Activity: Print every record below exactly as it stands.

Saved data entries:
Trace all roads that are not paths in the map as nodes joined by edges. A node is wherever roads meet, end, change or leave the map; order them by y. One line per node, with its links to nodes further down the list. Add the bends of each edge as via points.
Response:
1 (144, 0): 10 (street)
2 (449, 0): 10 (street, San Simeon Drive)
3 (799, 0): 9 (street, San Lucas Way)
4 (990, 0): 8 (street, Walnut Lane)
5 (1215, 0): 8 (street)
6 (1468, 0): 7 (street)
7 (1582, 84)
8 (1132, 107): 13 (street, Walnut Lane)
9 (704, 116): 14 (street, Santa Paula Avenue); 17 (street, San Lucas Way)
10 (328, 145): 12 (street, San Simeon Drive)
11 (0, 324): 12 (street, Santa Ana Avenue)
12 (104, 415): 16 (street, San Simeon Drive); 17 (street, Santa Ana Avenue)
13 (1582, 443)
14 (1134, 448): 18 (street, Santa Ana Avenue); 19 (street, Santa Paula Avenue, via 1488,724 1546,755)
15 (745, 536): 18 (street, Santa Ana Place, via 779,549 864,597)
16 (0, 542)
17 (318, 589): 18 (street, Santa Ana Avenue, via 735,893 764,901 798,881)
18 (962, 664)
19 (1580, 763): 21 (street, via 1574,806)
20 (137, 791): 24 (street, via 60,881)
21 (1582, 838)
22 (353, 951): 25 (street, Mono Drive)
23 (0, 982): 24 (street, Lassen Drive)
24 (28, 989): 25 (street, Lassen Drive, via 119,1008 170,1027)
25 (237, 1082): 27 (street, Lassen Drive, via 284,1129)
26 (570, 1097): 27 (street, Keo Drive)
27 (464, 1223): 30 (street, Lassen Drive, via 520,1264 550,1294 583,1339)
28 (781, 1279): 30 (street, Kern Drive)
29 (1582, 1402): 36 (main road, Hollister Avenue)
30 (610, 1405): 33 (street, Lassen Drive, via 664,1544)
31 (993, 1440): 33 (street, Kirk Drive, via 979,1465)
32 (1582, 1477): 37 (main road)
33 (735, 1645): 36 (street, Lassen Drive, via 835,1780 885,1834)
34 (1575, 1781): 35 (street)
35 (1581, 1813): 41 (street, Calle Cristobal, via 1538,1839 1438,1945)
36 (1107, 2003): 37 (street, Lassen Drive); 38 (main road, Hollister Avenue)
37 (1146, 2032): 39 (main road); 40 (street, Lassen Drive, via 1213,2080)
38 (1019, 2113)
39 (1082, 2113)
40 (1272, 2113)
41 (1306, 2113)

Solution to the problem:
Trace all roads that are not paths in the map as nodes joined by edges. A node is wherever roads meet, end, change or leave the map; order them by y. One line per node, with its links to nodes further down the list. Add the bends of each edge as via points.
Response:
1 (144, 0): 10 (street)
2 (449, 0): 10 (street, San Simeon Drive)
3 (799, 0): 9 (street, San Lucas Way)
4 (990, 0): 8 (street, Walnut Lane)
5 (1215, 0): 8 (street)
6 (1468, 0): 7 (street)
7 (1582, 84)
8 (1132, 107): 13 (street, Walnut Lane)
9 (704, 116): 14 (street, Santa Paula Avenue); 17 (street, San Lucas Way)
10 (328, 145): 12 (street, San Simeon Drive)
11 (0, 324): 12 (street, Santa Ana Avenue)
12 (104, 415): 16 (street, San Simeon Drive); 17 (street, Santa Ana Avenue)
13 (1582, 443)
14 (1134, 448): 18 (street, Santa Ana Avenue); 19 (street, Santa Paula Avenue, via 1488,724 1546,755)
15 (745, 536): 18 (street, Santa Ana Place, via 779,549 864,597)
16 (0, 542)
17 (318, 589): 18 (street, Santa Ana Avenue, via 735,893 764,901 798,881)
18 (962, 664)
19 (1580, 763): 21 (street, via 1574,806)
20 (137, 791): 24 (street, via 60,881)
21 (1582, 838)
22 (353, 951): 25 (street, Mono Drive)
23 (0, 982): 24 (street, Lassen Drive)
24 (28, 989): 25 (street, Lassen Drive, via 119,1008 170,1027)
25 (237, 1082): 27 (street, Lassen Drive, via 284,1129)
26 (570, 1097): 27 (street, Keo Drive)
27 (464, 1223): 30 (street, Lassen Drive, via 520,1264 550,1294 583,1339)
28 (781, 1279): 30 (street, Kern Drive)
29 (1582, 1402): 36 (main road, Hollister Avenue)
30 (610, 1405): 33 (street, Lassen Drive, via 664,1544)
31 (993, 1440): 33 (street, Kirk Drive, via 979,1465)
32 (1582, 1477): 37 (main road)
33 (735, 1645): 36 (street, Lassen Drive, via 835,1780 885,1834)
34 (1575, 1781): 35 (street)
35 (1581, 1813): 41 (street, Calle Cristobal, via 1538,1839 1438,1945)
36 (1107, 2003): 37 (street, Lassen Drive); 38 (main road, Hollister Avenue)
37 (1146, 2032): 39 (main road); 40 (street, Lassen Drive, via 1213,2080)
38 (1019, 2113)
39 (1082, 2113)
40 (1272, 2113)
41 (1306, 2113)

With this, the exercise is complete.